| Brief |
Going through the records that follow, please count the lines with "blur" in them and give only the count.

(Collected data entries)
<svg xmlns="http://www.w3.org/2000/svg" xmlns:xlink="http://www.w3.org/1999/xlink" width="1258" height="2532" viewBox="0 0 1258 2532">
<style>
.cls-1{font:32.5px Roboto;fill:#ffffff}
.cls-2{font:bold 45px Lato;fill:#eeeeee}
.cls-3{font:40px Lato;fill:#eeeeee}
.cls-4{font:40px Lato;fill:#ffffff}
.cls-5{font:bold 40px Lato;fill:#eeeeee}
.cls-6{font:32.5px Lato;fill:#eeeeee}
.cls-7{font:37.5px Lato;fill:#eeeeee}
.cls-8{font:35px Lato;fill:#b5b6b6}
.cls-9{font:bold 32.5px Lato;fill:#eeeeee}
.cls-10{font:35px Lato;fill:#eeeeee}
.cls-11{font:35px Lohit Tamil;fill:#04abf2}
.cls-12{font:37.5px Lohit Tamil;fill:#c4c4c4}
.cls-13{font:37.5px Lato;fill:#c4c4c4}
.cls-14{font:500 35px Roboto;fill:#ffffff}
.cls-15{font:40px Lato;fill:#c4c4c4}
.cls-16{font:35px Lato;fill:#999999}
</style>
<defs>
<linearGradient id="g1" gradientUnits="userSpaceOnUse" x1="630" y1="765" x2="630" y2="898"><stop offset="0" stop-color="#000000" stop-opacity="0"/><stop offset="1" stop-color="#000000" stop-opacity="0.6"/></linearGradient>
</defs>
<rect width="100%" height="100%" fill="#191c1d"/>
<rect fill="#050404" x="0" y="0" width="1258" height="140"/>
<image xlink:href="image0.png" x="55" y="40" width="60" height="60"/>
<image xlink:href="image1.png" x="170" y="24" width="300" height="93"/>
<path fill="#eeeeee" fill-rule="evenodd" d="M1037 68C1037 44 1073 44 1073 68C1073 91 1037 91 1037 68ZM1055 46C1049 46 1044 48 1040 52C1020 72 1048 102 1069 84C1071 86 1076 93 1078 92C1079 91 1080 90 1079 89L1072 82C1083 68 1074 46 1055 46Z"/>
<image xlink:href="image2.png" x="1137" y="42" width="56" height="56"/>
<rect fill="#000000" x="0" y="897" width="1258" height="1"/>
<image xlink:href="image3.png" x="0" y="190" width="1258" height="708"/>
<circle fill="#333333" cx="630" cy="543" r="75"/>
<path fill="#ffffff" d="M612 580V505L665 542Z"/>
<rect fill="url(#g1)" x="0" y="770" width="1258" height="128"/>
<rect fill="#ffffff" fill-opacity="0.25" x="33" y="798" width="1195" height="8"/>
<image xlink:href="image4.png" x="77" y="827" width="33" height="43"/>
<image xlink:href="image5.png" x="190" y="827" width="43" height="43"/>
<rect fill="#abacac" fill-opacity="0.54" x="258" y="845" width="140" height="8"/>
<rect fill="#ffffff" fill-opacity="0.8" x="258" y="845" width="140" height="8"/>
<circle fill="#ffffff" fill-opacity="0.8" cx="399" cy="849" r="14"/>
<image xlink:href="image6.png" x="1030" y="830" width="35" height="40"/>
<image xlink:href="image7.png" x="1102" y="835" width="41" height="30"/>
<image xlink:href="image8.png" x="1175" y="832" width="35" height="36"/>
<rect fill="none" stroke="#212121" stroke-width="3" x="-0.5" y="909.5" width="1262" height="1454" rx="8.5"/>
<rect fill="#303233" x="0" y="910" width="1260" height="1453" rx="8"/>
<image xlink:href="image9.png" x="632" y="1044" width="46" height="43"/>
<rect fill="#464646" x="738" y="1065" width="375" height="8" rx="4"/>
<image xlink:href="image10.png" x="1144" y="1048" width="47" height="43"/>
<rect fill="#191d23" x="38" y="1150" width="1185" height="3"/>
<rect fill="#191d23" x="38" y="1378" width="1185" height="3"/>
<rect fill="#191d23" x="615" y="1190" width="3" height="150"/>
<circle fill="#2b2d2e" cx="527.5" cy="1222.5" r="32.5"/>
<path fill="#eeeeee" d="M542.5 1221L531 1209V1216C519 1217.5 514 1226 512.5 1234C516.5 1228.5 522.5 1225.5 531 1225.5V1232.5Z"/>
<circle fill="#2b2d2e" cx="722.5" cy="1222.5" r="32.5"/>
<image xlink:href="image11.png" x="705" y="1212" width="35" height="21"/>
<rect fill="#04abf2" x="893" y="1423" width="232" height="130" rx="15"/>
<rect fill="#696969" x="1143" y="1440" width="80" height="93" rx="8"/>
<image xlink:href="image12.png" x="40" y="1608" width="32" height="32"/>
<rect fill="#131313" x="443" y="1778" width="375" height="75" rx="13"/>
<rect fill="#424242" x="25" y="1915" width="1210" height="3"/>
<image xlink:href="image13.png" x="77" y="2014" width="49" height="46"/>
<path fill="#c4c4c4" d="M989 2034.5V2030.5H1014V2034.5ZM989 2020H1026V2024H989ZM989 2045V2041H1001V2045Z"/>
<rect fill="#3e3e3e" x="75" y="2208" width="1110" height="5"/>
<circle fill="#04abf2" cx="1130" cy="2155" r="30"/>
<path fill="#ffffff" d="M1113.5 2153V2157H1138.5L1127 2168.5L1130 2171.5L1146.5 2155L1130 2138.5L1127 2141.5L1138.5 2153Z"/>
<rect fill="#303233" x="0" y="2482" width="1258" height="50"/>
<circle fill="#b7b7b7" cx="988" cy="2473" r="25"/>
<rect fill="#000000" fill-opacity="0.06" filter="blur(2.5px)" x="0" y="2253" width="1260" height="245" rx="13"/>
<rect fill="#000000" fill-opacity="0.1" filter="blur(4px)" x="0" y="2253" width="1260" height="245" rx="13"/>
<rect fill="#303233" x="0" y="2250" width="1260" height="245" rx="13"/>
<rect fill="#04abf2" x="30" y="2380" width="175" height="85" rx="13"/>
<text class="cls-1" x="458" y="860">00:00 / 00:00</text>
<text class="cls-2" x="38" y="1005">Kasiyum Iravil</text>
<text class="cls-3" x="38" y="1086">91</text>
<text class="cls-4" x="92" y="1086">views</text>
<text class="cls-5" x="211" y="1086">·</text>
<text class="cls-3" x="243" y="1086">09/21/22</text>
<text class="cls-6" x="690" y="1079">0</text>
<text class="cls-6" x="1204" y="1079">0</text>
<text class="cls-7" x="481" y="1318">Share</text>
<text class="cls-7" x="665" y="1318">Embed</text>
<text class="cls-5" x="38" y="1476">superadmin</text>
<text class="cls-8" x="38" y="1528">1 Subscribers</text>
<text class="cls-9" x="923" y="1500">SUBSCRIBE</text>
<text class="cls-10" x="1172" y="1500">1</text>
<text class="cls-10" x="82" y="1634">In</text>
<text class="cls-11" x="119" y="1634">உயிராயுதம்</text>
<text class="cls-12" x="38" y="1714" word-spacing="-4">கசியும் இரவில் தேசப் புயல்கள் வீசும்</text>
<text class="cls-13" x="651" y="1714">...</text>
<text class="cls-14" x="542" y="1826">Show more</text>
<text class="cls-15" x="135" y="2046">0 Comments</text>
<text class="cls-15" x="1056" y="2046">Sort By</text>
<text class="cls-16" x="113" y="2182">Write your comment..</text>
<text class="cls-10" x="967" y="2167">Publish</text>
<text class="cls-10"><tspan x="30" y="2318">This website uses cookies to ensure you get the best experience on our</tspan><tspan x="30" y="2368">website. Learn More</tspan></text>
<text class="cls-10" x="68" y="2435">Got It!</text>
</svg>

| Finished task |
2